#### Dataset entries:
[Start of Attachment]
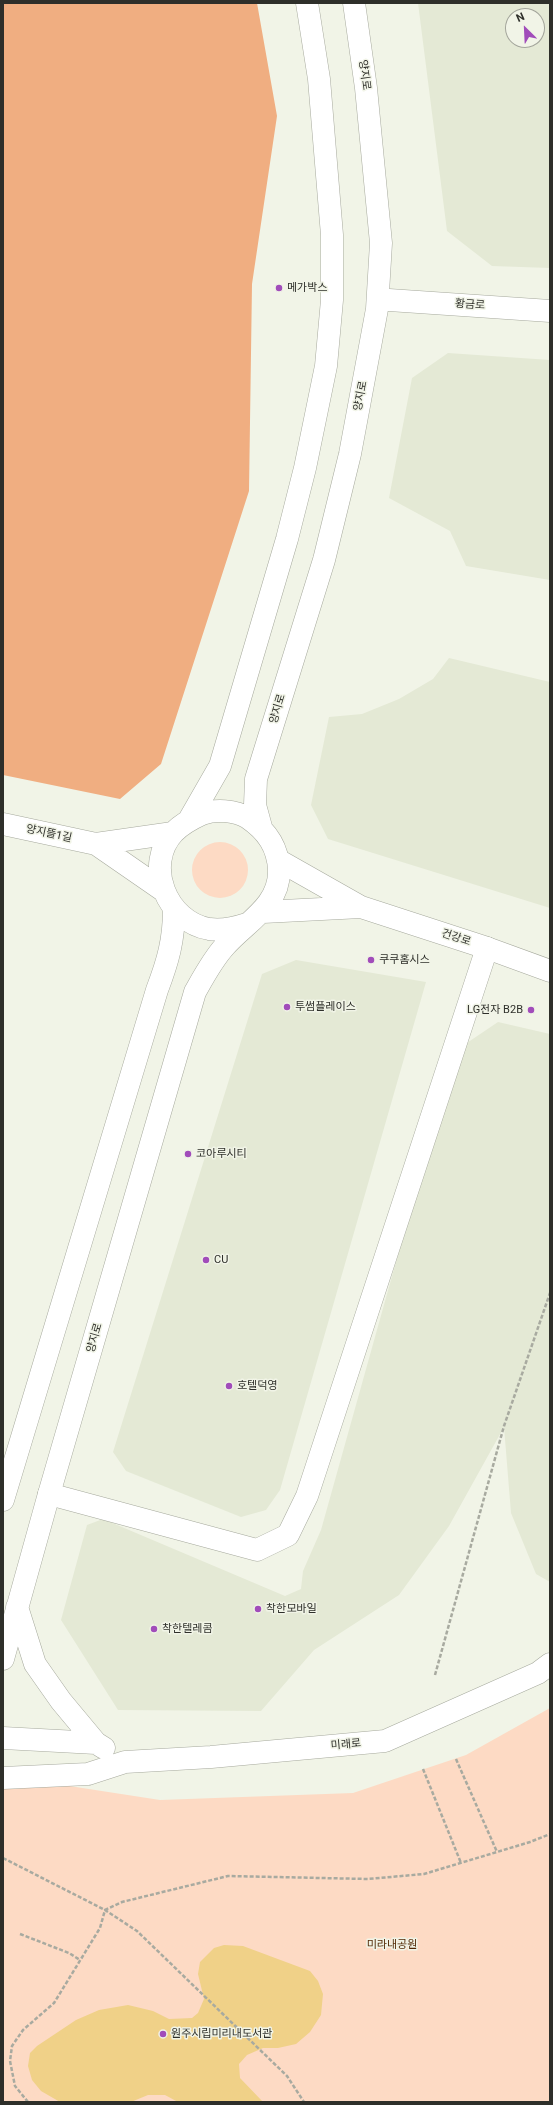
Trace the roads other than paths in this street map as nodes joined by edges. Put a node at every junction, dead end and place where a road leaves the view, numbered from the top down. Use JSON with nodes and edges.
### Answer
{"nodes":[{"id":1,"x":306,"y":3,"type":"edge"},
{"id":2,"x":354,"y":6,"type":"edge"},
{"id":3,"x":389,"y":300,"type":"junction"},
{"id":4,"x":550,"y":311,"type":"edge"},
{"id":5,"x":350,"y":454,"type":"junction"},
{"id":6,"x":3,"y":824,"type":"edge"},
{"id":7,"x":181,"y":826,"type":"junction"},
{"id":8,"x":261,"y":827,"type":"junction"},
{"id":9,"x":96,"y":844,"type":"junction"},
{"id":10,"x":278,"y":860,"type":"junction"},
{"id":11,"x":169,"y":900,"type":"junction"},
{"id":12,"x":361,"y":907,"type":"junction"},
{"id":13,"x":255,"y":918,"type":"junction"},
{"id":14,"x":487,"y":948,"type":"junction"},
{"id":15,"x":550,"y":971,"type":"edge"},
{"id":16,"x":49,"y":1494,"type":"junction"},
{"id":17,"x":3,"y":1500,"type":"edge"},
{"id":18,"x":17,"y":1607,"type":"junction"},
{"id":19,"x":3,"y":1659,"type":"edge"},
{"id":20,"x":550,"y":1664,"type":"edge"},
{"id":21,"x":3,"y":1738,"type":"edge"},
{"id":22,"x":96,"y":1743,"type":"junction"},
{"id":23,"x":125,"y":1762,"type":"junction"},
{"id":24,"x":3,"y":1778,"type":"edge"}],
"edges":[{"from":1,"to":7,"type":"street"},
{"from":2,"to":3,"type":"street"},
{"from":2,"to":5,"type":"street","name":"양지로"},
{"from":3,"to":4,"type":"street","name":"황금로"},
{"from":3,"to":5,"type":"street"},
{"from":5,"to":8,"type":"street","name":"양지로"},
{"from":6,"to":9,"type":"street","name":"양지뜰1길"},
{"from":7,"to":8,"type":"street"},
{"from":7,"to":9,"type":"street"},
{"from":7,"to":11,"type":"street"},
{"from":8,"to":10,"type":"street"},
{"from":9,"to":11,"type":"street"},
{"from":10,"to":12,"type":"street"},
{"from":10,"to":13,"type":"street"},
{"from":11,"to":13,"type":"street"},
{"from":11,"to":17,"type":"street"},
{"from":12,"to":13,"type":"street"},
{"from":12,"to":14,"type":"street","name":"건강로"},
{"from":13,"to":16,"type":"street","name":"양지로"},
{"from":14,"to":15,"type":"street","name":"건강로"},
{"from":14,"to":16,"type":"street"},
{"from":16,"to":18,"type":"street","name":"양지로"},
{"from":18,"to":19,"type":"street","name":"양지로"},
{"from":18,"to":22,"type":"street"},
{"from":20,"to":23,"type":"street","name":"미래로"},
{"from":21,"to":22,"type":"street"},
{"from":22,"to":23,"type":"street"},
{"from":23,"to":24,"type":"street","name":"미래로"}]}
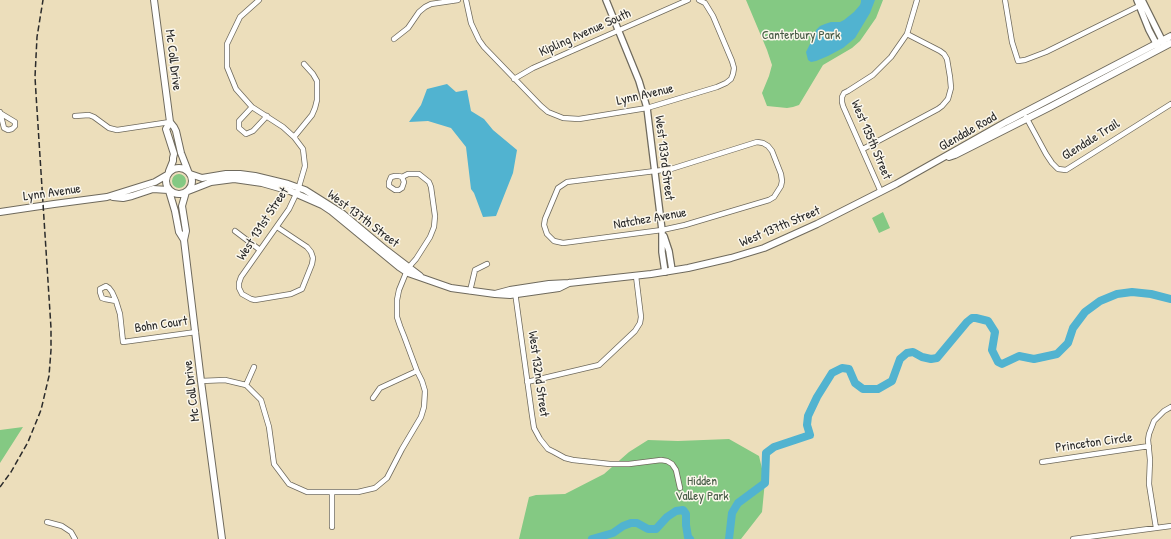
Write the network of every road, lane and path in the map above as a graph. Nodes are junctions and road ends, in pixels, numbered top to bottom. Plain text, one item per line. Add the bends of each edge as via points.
[End of Attachment]
[Start of Attachment]
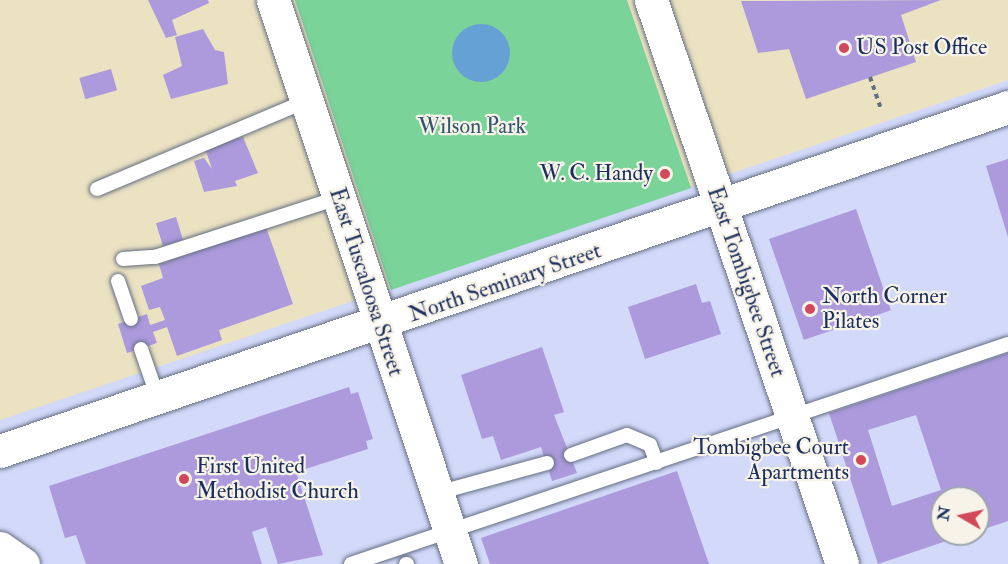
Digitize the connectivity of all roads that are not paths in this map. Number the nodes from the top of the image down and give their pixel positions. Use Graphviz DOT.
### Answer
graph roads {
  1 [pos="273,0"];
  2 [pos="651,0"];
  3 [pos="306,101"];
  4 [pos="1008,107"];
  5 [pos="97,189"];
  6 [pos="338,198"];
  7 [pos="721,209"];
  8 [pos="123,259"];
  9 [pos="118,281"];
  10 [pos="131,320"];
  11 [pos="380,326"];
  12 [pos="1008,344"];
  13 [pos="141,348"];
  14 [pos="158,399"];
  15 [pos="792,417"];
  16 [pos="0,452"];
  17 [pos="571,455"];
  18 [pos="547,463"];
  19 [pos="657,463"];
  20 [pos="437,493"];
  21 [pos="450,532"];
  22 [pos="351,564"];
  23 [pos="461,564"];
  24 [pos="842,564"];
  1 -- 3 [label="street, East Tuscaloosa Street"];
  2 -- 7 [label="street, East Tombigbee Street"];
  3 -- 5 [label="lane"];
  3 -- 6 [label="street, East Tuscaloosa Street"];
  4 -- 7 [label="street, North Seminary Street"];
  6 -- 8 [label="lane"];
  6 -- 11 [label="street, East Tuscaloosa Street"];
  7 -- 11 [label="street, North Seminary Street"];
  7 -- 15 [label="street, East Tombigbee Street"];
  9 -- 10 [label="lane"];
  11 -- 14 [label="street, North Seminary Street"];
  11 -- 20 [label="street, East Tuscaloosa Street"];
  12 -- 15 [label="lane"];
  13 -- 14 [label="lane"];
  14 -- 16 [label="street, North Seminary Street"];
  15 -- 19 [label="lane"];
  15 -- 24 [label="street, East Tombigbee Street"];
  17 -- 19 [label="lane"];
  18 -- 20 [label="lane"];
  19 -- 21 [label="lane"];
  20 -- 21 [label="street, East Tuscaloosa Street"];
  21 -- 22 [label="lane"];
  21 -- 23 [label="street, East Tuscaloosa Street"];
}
[End of Attachment]
[Start of Attachment]
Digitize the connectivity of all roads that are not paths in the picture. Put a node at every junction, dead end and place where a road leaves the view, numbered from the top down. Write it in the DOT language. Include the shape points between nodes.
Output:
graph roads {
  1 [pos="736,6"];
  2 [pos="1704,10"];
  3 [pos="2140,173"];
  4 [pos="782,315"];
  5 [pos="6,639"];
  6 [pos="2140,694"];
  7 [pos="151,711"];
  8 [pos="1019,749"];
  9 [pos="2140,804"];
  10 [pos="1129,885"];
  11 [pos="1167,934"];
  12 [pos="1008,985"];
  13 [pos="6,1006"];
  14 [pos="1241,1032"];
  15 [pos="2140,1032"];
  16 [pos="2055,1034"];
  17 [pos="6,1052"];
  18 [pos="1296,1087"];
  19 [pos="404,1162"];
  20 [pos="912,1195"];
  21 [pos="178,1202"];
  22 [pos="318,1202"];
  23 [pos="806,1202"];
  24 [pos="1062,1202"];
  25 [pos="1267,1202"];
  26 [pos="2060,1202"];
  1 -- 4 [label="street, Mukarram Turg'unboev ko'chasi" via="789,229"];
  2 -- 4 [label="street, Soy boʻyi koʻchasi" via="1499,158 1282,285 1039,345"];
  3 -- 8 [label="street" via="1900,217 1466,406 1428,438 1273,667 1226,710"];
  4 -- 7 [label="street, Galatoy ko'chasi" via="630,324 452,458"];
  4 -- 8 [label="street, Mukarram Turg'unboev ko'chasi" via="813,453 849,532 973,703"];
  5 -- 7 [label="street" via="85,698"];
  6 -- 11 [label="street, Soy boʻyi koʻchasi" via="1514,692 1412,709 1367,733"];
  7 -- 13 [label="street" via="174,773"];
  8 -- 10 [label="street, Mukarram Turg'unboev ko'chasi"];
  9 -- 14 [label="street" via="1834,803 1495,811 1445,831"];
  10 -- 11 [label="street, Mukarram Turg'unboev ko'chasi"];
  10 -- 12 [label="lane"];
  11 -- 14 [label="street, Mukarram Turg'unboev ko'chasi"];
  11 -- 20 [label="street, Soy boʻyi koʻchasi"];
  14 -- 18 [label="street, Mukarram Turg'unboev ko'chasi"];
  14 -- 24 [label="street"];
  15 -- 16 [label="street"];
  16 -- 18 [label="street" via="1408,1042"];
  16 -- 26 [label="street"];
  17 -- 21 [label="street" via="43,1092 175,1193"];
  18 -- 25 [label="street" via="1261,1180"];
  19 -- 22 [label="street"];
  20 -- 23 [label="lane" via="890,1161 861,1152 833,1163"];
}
[End of Attachment]
#### Required work:
Pick out each line above that includes "dead" and show it.

#### Exercise solution:
Trace the roads other than paths in this street map as nodes joined by edges. Put a node at every junction, dead end and place where a road leaves the view, numbered from the top down. Use JSON with nodes and edges.
Digitize the connectivity of all roads that are not paths in the picture. Put a node at every junction, dead end and place where a road leaves the view, numbered from the top down. Write it in the DOT language. Include the shape points between nodes.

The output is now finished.